The FCA has launched its anticipated consultation on proposals to require companies with a UK premium listing to comply with the recommendations of the Financial Stability Board’s Task Force on Climate-related Financial Disclosures (TCFD) in annual reports for reporting periods starting in 2021.
What is TCFD?
The TCFD was established in 2015 following a G20 call for measures to encourage companies to incorporate climate-related considerations in their financial disclosures in a consistent way which allows cross-market comparison. TCFD is not an emission reporting regime – it is a framework to inform investors, lenders and insurers as to how climate change could affect their investments.
The TCFD’s June 2017 report recommends disclosure in 4 areas:
- Governance: How climate-related risks and opportunities are assessed by the company’s management and overseen by the board.
- Strategy: How the company’s strategy and financial planning will or may be impacted by climate-related risks and opportunities, based on different climate scenarios.
- Risk Management: The company’s processes to identify, assess, and manage climate-related risks. This includes both “physical” risks from climate change, and “transition” risks, to adapt the business to a low-carbon economy.

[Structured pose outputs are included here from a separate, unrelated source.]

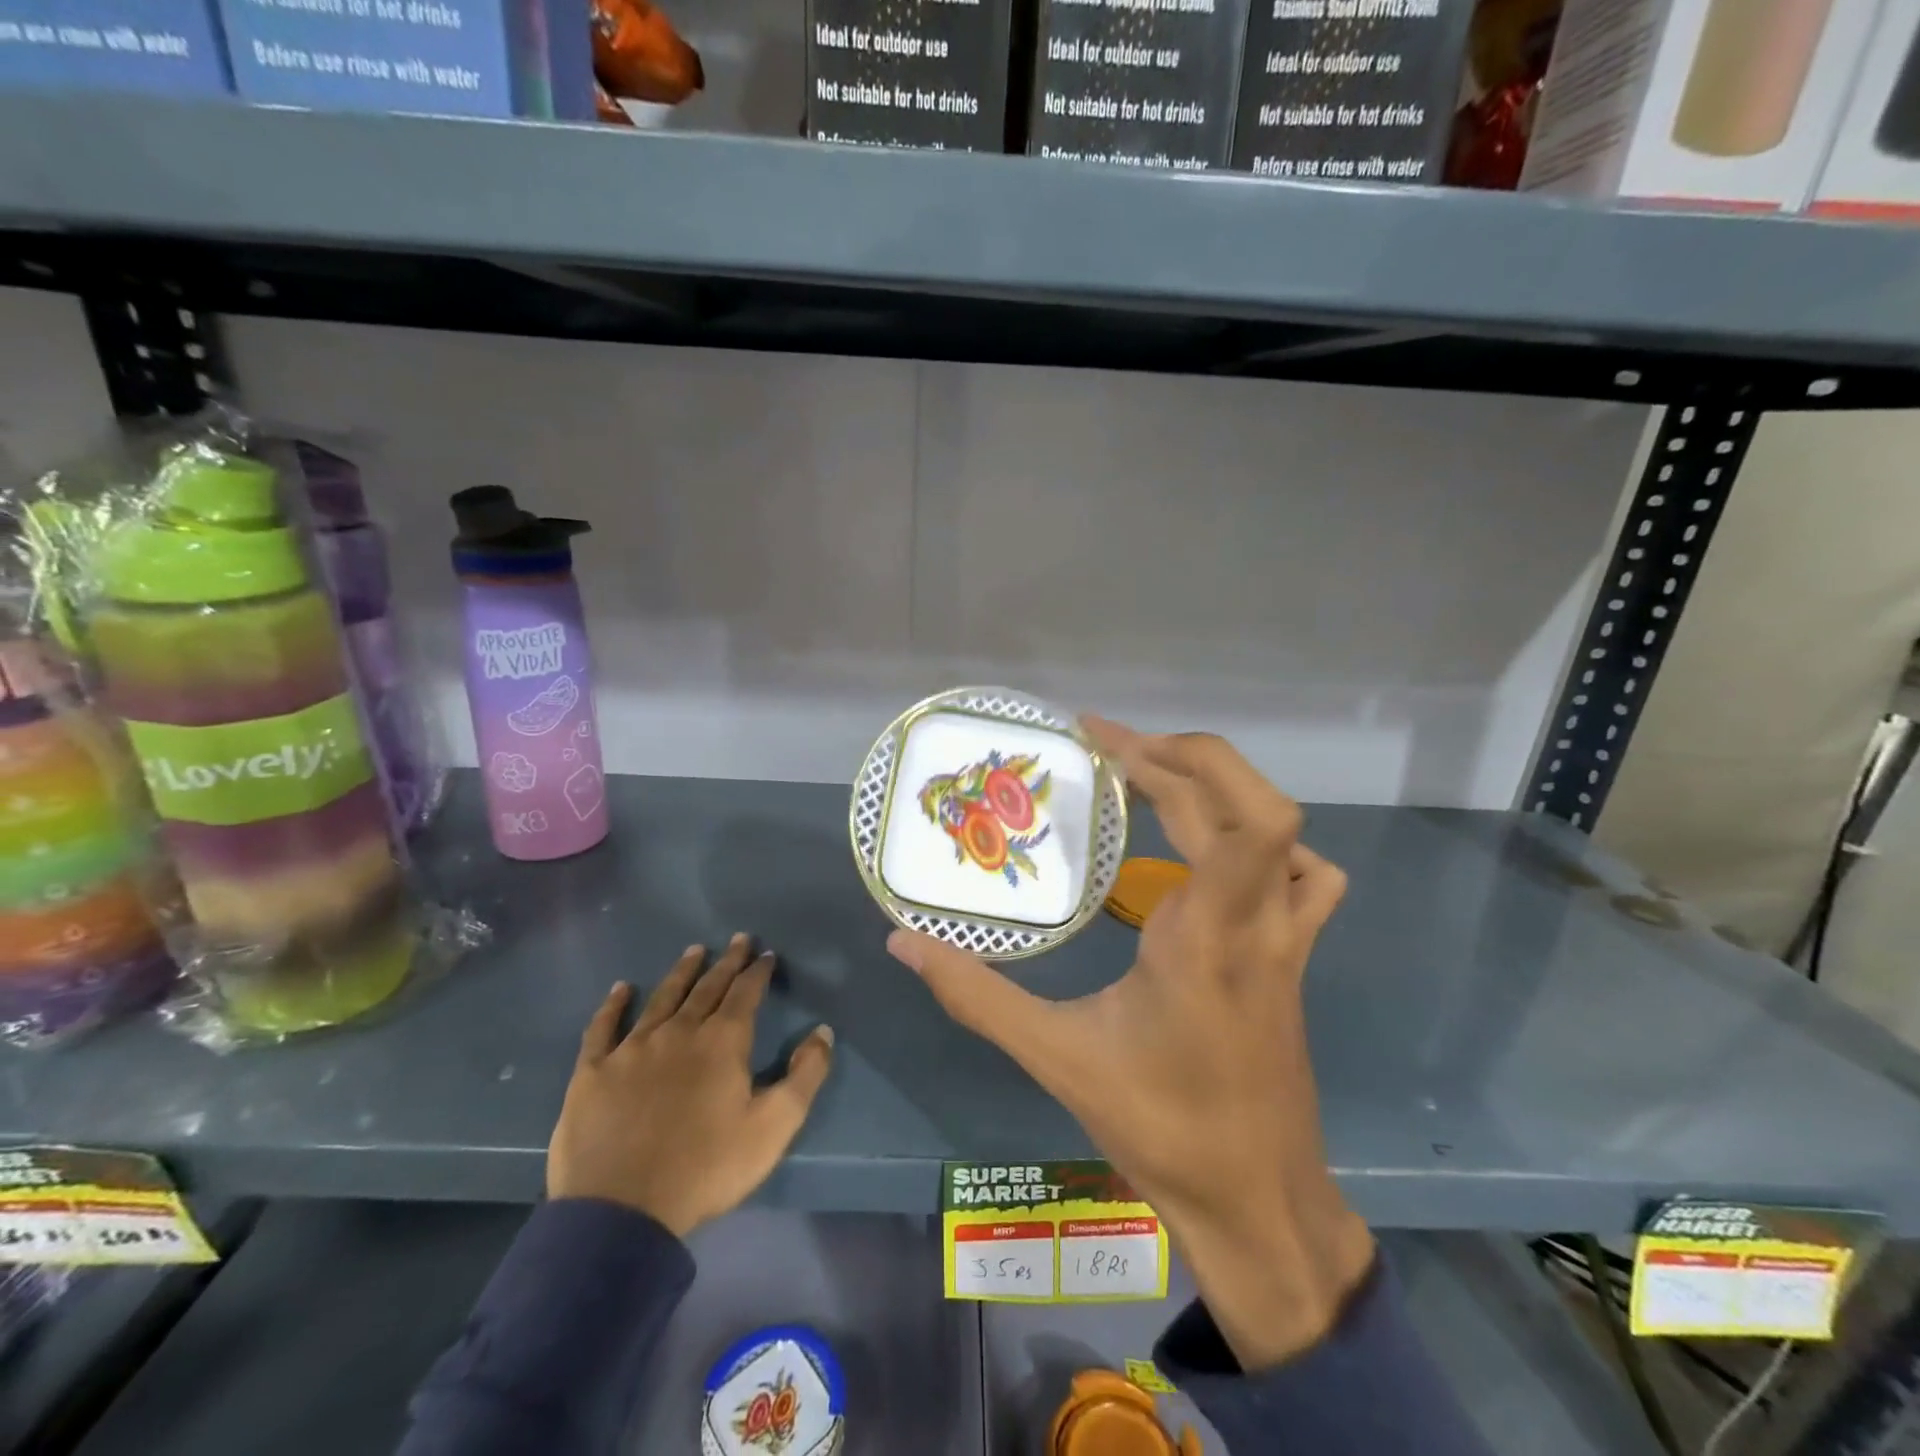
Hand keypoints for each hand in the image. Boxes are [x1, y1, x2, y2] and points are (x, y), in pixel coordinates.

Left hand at [548, 934, 834, 1237]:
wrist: (622, 1212)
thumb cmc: (706, 1168)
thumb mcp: (774, 1126)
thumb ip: (805, 1075)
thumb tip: (823, 1031)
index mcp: (722, 1042)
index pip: (745, 993)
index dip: (758, 972)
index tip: (766, 954)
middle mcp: (679, 1032)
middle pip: (707, 988)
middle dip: (726, 962)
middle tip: (738, 940)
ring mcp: (632, 1049)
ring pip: (662, 998)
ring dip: (681, 973)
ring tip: (694, 951)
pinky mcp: (594, 1072)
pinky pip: (603, 1028)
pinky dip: (613, 1006)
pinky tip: (620, 989)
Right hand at [887, 718, 1373, 1369]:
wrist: (1259, 1200)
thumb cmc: (1161, 1126)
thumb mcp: (1056, 1057)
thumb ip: (977, 995)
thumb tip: (903, 943)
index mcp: (1204, 935)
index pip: (1229, 817)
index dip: (1172, 758)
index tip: (1102, 739)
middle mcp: (1256, 922)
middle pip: (1253, 804)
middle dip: (1180, 757)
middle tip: (1110, 749)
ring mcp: (1286, 939)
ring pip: (1285, 833)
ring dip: (1222, 791)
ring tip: (1156, 784)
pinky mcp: (1295, 957)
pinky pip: (1309, 880)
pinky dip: (1272, 846)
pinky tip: (1223, 857)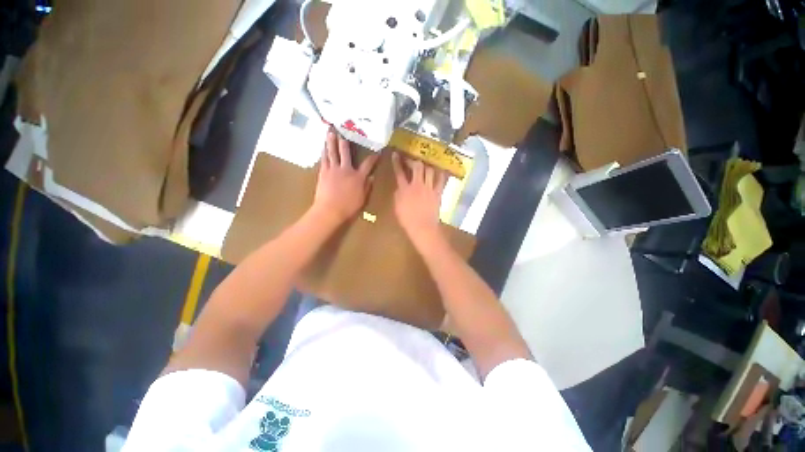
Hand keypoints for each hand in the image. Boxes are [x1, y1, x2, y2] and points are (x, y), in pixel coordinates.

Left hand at [313, 130, 378, 222]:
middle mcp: (346, 169)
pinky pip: (324, 159)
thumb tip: (372, 177)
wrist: (330, 210)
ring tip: (330, 131)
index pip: (368, 164)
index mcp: (358, 177)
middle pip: (346, 152)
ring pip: (333, 152)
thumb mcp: (363, 199)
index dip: (373, 157)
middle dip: (345, 141)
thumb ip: (367, 187)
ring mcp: (334, 169)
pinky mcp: (323, 172)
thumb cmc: (349, 207)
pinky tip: (323, 146)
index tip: (377, 152)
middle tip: (343, 131)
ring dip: (331, 141)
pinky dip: (324, 151)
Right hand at [392, 152, 447, 244]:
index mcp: (404, 189)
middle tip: (411, 159)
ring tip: (424, 165)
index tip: (396, 155)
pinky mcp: (437, 193)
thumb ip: (398, 194)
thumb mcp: (397, 207)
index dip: (397, 162)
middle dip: (413, 160)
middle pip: (417, 167)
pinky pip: (440, 180)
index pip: (400, 172)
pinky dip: (440, 173)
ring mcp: (429, 188)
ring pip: (429, 170)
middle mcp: (417, 185)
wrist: (422, 228)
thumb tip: (400, 187)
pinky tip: (439, 170)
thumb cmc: (407, 220)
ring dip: (426, 165)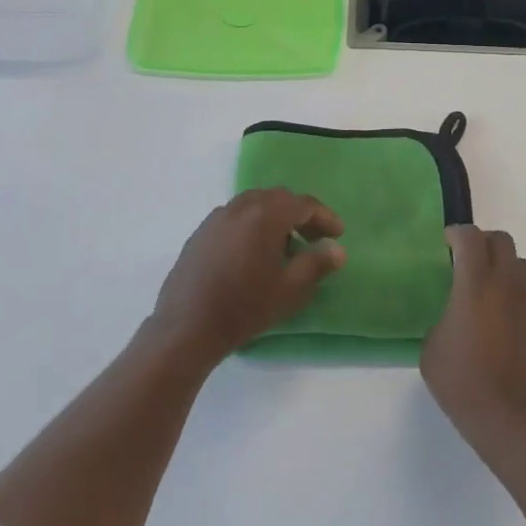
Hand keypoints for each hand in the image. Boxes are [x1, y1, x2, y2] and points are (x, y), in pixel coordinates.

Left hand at [150, 189, 346, 364]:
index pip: (304, 204)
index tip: (338, 234)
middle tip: (314, 240)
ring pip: (255, 205)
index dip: (325, 217)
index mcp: (266, 214)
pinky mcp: (201, 232)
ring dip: (275, 219)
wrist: (187, 326)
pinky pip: (235, 218)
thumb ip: (317, 263)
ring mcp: (217, 217)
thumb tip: (338, 249)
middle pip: (278, 199)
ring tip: (285, 247)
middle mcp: (241, 206)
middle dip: (300, 215)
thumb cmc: (245, 306)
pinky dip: (252, 225)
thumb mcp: (290, 289)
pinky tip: (253, 254)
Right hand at [421, 226, 525, 463]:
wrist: (515, 422)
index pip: (470, 237)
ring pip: (523, 265)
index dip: (457, 233)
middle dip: (484, 243)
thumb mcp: (432, 350)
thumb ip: (443, 320)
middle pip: (502, 242)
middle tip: (469, 260)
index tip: (447, 243)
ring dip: (506, 267)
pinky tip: (509, 319)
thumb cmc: (465, 384)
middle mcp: (507, 284)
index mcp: (475, 284)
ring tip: (491, 288)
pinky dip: (520, 296)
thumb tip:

- Metrics and Targets: The metrics and targets used to assess and manage relevant climate-related risks and opportunities.
The FCA’s proposal
The FCA has proposed a draft Listing Rule which would require companies to address the TCFD recommendations in the narrative reporting section of mainstream financial filings, along with a statement of compliance.
Disclosure under the Governance and Risk Management recommendations would be required in all cases, and under the Strategy and Metrics and Targets recommendations where the information is material. Companies will be given an alternative option to “explain” where compliance is not achieved.
At this stage, there is no obligation for disclosures to be independently verified or assured, though auditors would have to satisfy themselves that the disclosures are internally consistent with the wider set of financial statements.
Who will need to comply (or explain)
The draft rule captures all commercial companies with a UK premium listing. At this stage, investment companies/trusts and other regulated firms such as insurers and assets managers are not caught (except in their capacity as premium issuers, if relevant). This would bring around 60% - or £2.3 trillion - of the market cap of the London Main Market under TCFD.
Given the “urgency and scale” of changes needed to tackle climate change, the FCA proposes quick action. The new rules are planned to take effect for accounting periods beginning on or after 1 January 2021, meaning TCFD disclosures would need to be made in 2022 annual reports.
The consultation is open until 1 October 2020, and responses can be submitted here.
The FCA’s announcement is not unexpected: it is consistent with the principles of UK Government’s Green Finance Strategy, and similar initiatives world-wide, and has been foreshadowed in announcements by a number of regulators. Authorities in other countries are very likely to pursue similar initiatives.
Meanwhile, voluntary disclosure under TCFD has already been increasing, particularly amongst the FTSE100. One of the global drivers has been investor pressure, particularly for carbon-intense assets under management.
The TCFD recommendations are gathering momentum, and they are broad and complex. The speed of the FCA’s proposal to mandate them means they demand immediate attention.